Christmas Red Velvet Poke Cake With Cheesecake Flavored Pudding and Festive Toppings Recipe

Introduction

This Christmas Red Velvet Poke Cake is a festive dessert perfect for holiday gatherings. Moist red velvet cake is filled with creamy cheesecake pudding, topped with green whipped topping and colorful decorations. It’s both simple to make and impressively delicious.

The image shows a square piece of red velvet cake on a white plate with three visible layers: a dark red moist cake base, a thin white creamy middle layer, and a thicker light green whipped topping. The top layer is decorated with small white marshmallows, red and green round candies, and red sprinkles scattered on the cake and plate. A metal spoon on the plate holds a bite-sized piece of cake with some frosting and a marshmallow. The background has bowls filled with green and red candies and marshmallows on a white marbled surface. photo taken with an iphone --ar 4:5 --v 7

Ingredients

  • 15.25 ounce red velvet cake mix
  • 1¼ cup water
  • ½ cup vegetable oil
  • 3 large eggs
  • 3¾ cups cold whole milk
  • 6.8 ounce cheesecake flavored instant pudding mix
  • 16 ounce (2 tub) whipped topping (thawed)
  • 10-12 drops green food color
  • 3 cups mini marshmallows
  • ¼ cup red M&M’s
  • ¼ cup green M&M’s
  • Red sprinkles

Instructions

  1. Step 1: Preheat the oven to 350°F and spray a 9×13 inch pan with baker’s spray. Set aside.
  2. Step 2: In a medium mixing bowl, prepare the red velvet cake mix according to the box directions using a handheld mixer on medium speed.
  3. Step 3: Pour the batter into the prepared pan and bake for 25 minutes. Remove from oven and allow to cool slightly.
  4. Step 4: Using the rounded handle of a wooden spoon, poke holes about ½ inch apart all over the cake surface. Set aside.
  5. Step 5: In a separate medium bowl, whisk the cheesecake pudding mix and cold whole milk for 1 to 1½ minutes until it thickens.
  6. Step 6: Evenly pour the thickened pudding over the poked cake and smooth with a spatula. Cover tightly and refrigerate for 4 hours.
  7. Step 7: Stir the green food coloring into the thawed whipped topping until color is evenly mixed.
  8. Step 8: Remove the cake from the refrigerator and spread the colored whipped topping evenly over the pudding layer.
  9. Step 9: Sprinkle the mini marshmallows evenly over the whipped topping.
  10. Step 10: Add red and green M&M’s and red sprinkles evenly over the marshmallows for a festive finish.
  11. Step 11: Cut the cake into 12 squares, approximately 3 inch by 3 inch, and serve.

Tips & Variations

  • For extra flavor, add a teaspoon of vanilla extract to the cake batter before baking.
  • Use fat-free or lower-fat whipped topping for a lighter dessert option.
  • Swap mini marshmallows for crushed peppermint candies to enhance the holiday feel.
  • Chill the cake longer if you prefer a firmer texture before decorating.

Storage

Store the cake covered in the refrigerator for up to 3 days.
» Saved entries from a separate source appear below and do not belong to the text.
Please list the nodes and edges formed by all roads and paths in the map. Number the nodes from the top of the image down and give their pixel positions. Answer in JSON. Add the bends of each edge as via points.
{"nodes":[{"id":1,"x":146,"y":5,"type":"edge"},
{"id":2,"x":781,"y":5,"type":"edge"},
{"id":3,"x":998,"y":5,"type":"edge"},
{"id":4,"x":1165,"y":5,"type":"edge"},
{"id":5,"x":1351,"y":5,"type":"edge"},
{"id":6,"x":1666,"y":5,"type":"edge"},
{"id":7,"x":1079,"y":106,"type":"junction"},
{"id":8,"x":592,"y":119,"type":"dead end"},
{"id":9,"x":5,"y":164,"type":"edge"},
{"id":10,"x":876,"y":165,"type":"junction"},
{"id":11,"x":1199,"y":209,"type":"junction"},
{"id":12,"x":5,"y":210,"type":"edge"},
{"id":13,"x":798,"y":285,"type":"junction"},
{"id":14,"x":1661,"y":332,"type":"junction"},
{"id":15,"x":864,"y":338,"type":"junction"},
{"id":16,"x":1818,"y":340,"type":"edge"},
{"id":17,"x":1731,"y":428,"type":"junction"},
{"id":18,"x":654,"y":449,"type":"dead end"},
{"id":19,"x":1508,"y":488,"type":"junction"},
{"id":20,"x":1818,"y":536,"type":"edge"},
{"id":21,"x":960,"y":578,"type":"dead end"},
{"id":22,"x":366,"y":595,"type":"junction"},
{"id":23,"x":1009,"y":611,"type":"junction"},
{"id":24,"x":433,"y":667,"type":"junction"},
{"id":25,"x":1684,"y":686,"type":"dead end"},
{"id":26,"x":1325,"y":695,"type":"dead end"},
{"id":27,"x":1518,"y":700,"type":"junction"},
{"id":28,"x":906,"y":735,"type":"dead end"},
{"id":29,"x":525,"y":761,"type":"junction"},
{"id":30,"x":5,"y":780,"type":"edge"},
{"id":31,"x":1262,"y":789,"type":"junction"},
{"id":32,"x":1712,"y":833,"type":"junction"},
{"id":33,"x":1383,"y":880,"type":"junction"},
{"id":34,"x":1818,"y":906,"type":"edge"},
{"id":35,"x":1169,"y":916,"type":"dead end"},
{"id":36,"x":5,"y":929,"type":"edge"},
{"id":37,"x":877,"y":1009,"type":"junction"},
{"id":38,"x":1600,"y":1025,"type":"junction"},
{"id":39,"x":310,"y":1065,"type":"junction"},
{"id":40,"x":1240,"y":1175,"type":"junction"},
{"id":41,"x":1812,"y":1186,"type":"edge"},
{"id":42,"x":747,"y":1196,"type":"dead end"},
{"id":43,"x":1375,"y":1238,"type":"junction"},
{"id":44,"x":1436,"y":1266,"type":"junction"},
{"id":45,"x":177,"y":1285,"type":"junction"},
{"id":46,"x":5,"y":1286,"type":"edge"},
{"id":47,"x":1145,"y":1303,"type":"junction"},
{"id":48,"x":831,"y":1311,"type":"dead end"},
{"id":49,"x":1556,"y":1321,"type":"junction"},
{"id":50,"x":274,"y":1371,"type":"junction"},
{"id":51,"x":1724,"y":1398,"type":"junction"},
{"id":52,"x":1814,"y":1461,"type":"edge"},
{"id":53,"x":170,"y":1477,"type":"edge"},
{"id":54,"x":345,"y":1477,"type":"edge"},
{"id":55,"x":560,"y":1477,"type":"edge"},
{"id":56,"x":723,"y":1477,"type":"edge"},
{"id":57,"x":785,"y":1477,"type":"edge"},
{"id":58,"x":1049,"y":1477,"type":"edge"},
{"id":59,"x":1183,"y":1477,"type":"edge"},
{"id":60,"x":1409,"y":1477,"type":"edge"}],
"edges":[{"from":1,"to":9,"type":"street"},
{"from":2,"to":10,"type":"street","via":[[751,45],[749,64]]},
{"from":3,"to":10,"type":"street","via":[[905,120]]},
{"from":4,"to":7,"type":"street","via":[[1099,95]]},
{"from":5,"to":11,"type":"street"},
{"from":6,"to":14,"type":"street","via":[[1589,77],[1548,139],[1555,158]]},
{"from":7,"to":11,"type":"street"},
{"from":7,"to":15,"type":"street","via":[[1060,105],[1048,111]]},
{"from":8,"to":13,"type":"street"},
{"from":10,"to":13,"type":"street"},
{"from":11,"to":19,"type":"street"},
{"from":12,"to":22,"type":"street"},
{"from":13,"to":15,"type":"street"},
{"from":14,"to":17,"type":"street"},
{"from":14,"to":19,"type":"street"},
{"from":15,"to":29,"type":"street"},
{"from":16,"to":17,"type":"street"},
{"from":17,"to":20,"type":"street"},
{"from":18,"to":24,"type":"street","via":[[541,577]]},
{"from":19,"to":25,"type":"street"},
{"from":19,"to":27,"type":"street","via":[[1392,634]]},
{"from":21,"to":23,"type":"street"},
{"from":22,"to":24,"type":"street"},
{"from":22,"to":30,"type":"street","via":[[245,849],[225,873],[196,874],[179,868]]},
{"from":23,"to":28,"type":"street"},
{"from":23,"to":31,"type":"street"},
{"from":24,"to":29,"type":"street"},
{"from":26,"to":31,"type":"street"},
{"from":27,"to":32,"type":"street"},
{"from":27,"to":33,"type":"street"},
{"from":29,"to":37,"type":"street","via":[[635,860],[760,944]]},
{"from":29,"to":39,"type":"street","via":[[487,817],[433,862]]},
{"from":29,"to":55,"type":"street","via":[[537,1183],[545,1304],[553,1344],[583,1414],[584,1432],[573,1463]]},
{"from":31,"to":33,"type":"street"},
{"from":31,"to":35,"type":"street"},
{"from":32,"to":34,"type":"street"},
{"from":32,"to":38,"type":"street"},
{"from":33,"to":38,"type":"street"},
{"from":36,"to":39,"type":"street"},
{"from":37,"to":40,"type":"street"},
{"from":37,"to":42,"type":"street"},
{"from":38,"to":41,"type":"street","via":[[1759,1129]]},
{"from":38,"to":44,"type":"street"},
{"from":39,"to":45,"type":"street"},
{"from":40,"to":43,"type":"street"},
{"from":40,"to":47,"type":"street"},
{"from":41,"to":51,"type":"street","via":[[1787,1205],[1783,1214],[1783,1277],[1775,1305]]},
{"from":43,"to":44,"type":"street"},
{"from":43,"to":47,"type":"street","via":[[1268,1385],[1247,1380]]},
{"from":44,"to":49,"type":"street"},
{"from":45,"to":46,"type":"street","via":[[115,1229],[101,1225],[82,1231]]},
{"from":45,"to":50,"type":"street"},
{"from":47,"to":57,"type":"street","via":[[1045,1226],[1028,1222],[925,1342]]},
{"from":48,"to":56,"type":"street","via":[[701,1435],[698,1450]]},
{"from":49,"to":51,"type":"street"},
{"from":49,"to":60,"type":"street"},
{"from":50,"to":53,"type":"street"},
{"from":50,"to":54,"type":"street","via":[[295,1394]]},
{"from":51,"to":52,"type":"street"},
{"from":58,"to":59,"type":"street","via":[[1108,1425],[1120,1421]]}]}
Keep it chilled to maintain the pudding and whipped topping layers. Reheat is not recommended as it will soften the texture and decorations.

How to Serve

The image shows a red velvet cake in a rectangular white tray with a slice removed from the bottom right corner. The cake has three main layers: the bottom layer is deep red and moist, the middle layer is a smooth pale cream filling, and the top layer is a light green frosting. The frosting is covered with small white marshmallows and red and green candy pieces, scattered all over the surface with some red sprinkles. Crumbs and candies are scattered inside the empty part of the tray. The scene is set on a white marbled texture. Photo taken with an iphone --ar 4:5 --v 7

Serve this delicious recipe with your favorite sides.

FAQs

Can I use homemade red velvet cake instead of a mix?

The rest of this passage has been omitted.